%%

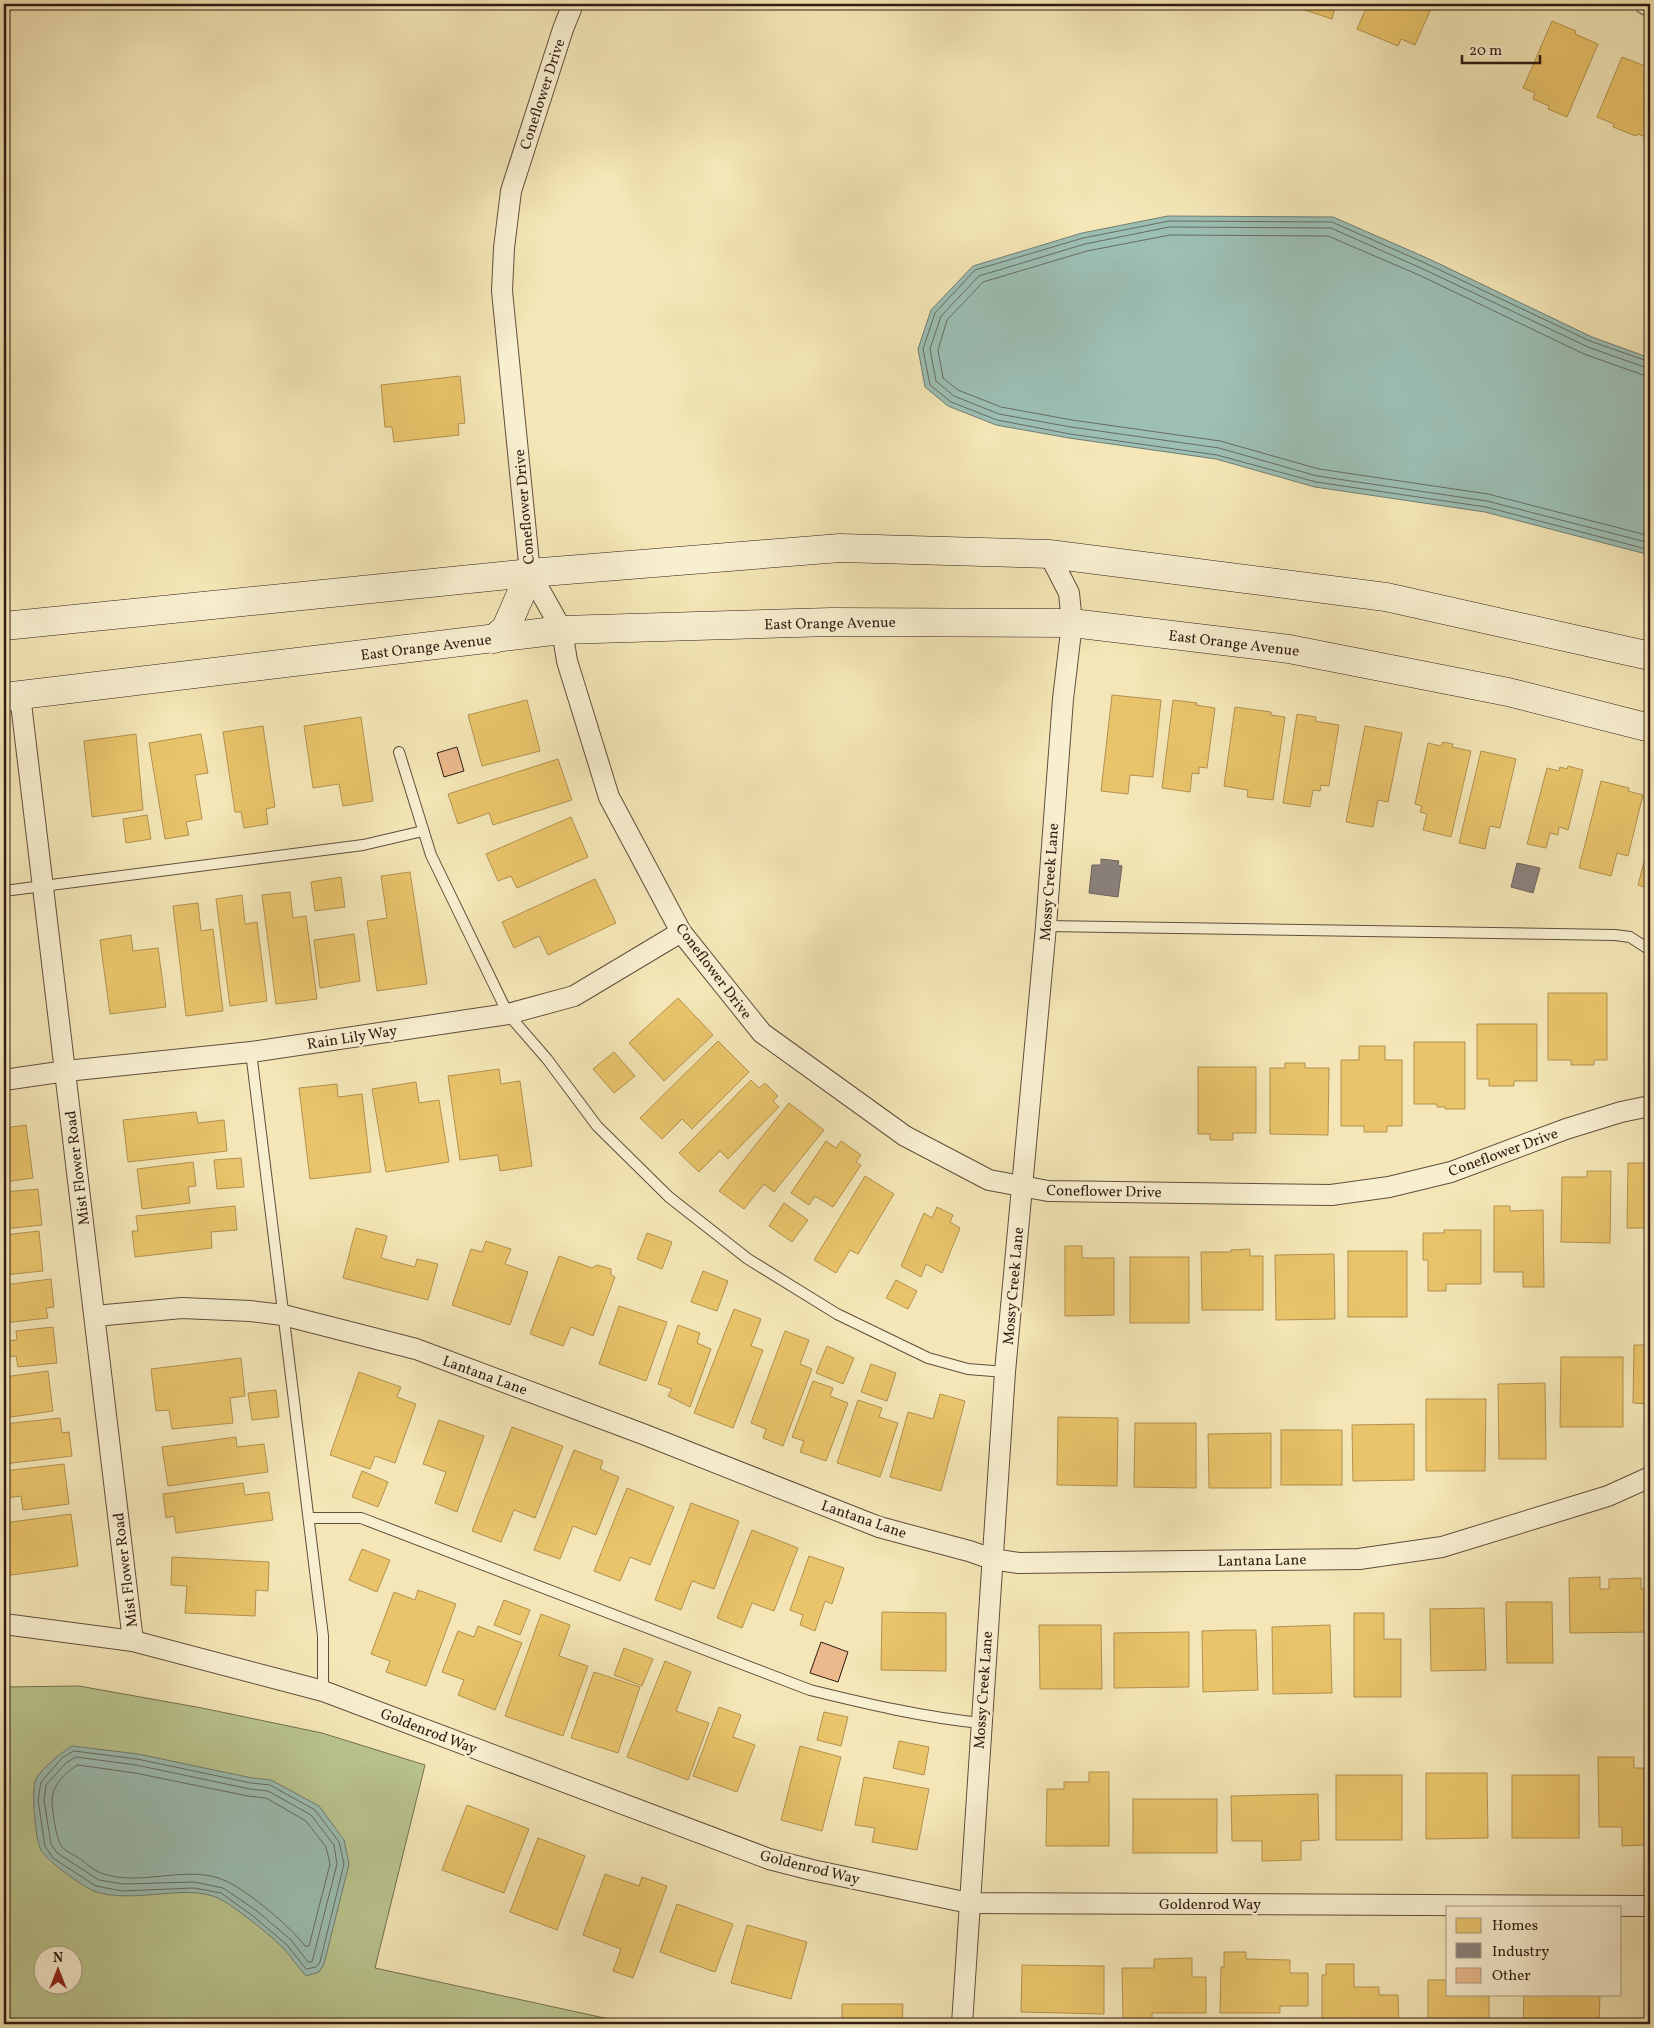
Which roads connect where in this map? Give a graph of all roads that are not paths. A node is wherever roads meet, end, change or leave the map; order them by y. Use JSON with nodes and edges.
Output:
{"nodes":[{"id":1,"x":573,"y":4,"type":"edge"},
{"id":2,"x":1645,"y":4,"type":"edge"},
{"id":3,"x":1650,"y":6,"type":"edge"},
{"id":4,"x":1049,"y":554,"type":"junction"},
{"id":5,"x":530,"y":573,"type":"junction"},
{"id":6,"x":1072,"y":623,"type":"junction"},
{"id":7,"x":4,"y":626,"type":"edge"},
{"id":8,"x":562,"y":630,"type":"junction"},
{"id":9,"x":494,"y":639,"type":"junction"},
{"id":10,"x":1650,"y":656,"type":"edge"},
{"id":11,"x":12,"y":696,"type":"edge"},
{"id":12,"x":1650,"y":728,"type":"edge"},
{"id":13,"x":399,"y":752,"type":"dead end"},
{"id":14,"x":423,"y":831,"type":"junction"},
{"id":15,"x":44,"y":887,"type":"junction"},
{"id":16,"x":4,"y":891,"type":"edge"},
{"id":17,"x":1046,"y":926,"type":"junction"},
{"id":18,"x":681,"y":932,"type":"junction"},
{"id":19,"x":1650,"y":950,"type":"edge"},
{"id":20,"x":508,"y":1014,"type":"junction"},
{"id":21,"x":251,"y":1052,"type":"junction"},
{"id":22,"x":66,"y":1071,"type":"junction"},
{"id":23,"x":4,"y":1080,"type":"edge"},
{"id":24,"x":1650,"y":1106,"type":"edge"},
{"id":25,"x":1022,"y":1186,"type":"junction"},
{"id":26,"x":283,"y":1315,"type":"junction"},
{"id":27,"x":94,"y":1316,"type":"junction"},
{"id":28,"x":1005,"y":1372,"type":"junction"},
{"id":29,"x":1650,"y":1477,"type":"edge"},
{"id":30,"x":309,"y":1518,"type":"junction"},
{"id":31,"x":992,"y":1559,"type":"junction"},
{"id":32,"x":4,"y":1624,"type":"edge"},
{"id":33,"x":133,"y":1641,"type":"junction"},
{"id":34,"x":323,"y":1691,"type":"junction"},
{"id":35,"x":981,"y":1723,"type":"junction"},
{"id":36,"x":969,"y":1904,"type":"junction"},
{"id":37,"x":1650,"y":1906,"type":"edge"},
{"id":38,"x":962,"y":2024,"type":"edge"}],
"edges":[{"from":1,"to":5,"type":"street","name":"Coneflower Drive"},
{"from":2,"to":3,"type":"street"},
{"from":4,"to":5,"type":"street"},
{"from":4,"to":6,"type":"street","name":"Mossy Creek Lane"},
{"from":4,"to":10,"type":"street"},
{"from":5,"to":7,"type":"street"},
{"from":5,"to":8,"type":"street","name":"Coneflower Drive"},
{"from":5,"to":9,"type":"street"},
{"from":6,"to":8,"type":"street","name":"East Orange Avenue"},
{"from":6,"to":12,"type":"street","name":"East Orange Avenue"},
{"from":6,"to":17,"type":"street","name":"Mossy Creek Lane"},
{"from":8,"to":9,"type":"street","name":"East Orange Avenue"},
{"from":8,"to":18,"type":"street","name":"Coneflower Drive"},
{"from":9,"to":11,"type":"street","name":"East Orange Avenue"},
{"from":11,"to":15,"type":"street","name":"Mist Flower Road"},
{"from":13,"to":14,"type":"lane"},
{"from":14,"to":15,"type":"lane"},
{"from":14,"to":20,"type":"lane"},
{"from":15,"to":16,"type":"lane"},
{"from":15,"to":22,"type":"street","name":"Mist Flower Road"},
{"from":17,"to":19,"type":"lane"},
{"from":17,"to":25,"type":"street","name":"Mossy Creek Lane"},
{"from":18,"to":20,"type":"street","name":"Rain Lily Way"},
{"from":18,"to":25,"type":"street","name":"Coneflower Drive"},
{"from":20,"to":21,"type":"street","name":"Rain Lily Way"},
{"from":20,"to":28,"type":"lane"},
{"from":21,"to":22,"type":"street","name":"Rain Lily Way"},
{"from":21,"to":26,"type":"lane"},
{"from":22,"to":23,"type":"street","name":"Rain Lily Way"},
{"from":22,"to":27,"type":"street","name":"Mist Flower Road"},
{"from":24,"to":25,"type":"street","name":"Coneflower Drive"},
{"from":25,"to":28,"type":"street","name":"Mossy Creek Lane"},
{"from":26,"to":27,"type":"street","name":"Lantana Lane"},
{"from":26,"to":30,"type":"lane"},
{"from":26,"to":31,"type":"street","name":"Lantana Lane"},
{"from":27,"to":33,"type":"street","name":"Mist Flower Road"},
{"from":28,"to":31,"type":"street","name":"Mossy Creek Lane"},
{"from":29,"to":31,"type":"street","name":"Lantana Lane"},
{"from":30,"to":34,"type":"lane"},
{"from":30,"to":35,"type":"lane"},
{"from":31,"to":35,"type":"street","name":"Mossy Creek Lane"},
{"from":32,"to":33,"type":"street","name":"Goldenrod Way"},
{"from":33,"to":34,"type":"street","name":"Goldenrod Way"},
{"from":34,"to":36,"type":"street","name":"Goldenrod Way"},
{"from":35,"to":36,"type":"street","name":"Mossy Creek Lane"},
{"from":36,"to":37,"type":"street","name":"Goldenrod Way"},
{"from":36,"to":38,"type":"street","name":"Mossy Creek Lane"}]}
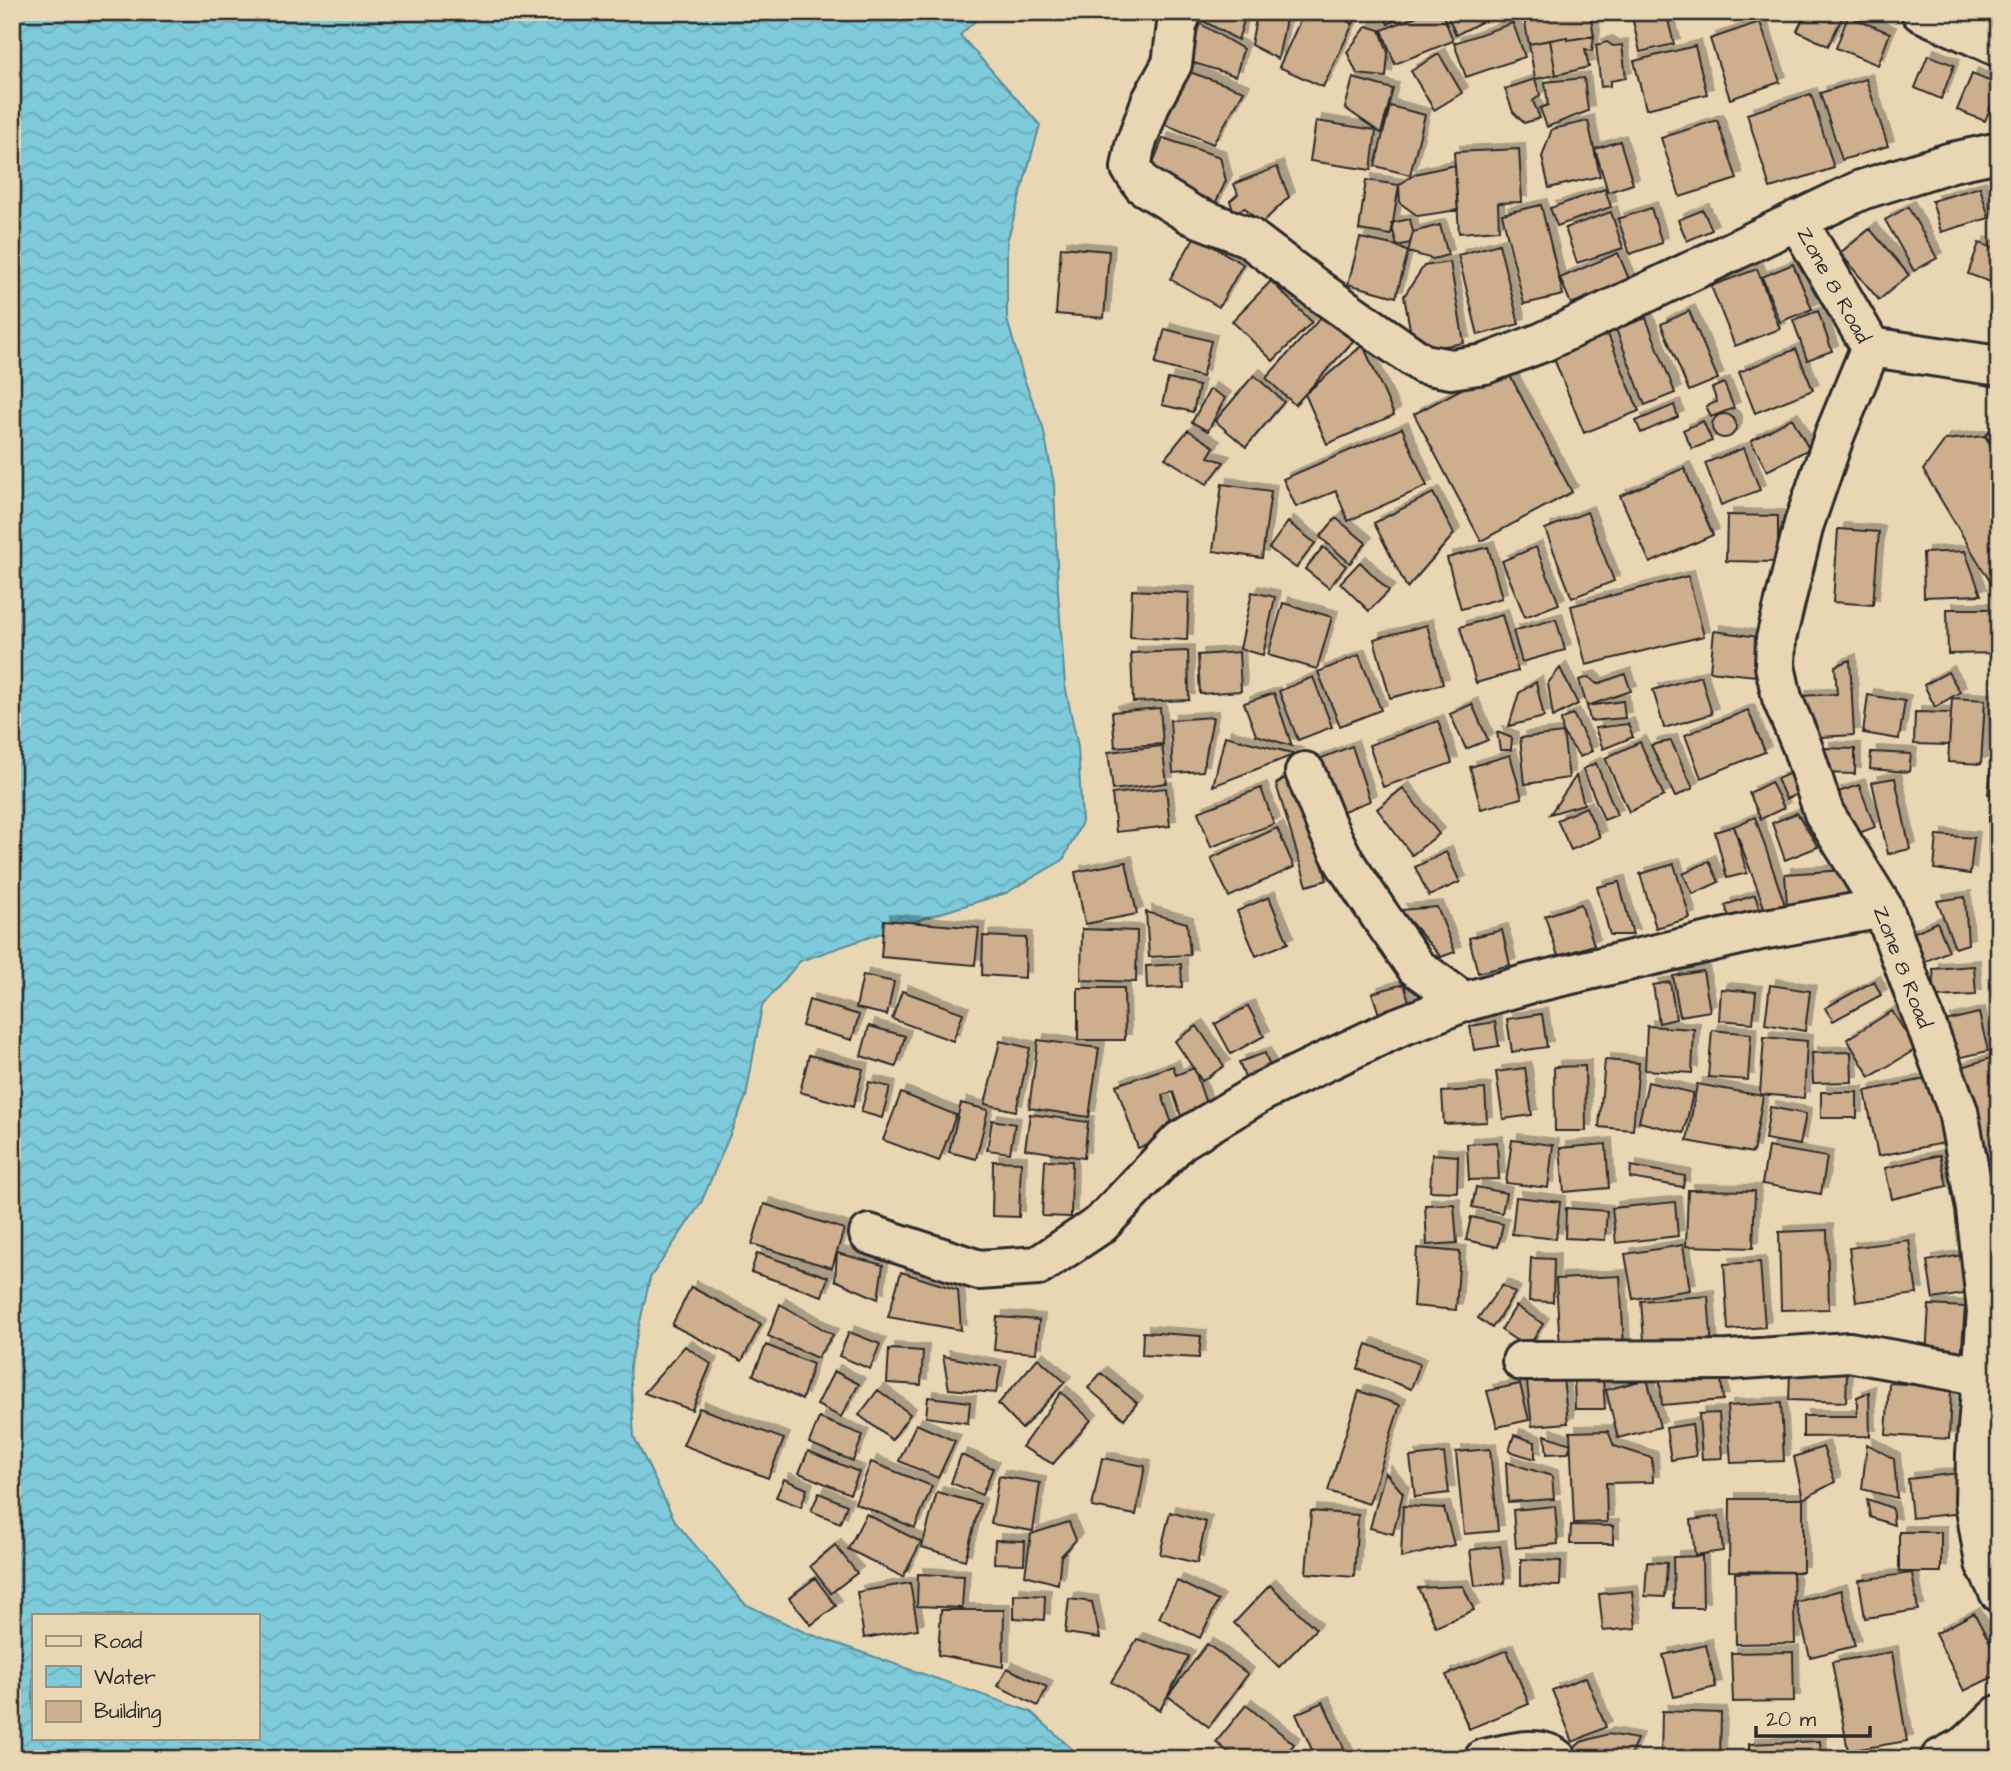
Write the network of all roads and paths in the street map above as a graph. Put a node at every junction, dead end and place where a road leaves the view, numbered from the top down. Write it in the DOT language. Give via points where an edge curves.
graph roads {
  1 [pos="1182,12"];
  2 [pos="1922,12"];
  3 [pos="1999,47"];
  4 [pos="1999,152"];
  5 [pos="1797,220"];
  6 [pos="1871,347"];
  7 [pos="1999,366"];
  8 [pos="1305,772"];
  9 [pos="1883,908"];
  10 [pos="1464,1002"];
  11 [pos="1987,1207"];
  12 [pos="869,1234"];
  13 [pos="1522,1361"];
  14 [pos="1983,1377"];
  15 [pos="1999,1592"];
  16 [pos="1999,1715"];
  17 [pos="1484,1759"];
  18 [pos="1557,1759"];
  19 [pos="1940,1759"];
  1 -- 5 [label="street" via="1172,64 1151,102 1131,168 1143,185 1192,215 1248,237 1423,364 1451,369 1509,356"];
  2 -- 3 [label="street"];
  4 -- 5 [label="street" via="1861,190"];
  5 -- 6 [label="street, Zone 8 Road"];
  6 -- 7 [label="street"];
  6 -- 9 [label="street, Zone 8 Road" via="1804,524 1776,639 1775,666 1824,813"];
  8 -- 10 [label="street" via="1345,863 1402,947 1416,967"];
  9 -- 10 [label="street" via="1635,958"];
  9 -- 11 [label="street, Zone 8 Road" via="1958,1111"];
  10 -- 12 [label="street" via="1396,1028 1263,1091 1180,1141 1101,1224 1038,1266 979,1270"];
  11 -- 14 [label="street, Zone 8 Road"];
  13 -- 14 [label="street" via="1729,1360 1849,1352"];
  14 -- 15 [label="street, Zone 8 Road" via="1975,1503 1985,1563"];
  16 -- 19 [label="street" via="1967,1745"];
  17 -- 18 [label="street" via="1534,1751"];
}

%%

• Required action:
Sift through the material above and copy each line that holds "Orange".

• Solution to the problem:
{"from":6,"to":8,"type":"street","name":"East Orange Avenue"},
{"from":6,"to":12,"type":"street","name":"East Orange Avenue"},
{"from":8,"to":9,"type":"street","name":"East Orange Avenue"},
{"from":9,"to":11,"type":"street","name":"East Orange Avenue"},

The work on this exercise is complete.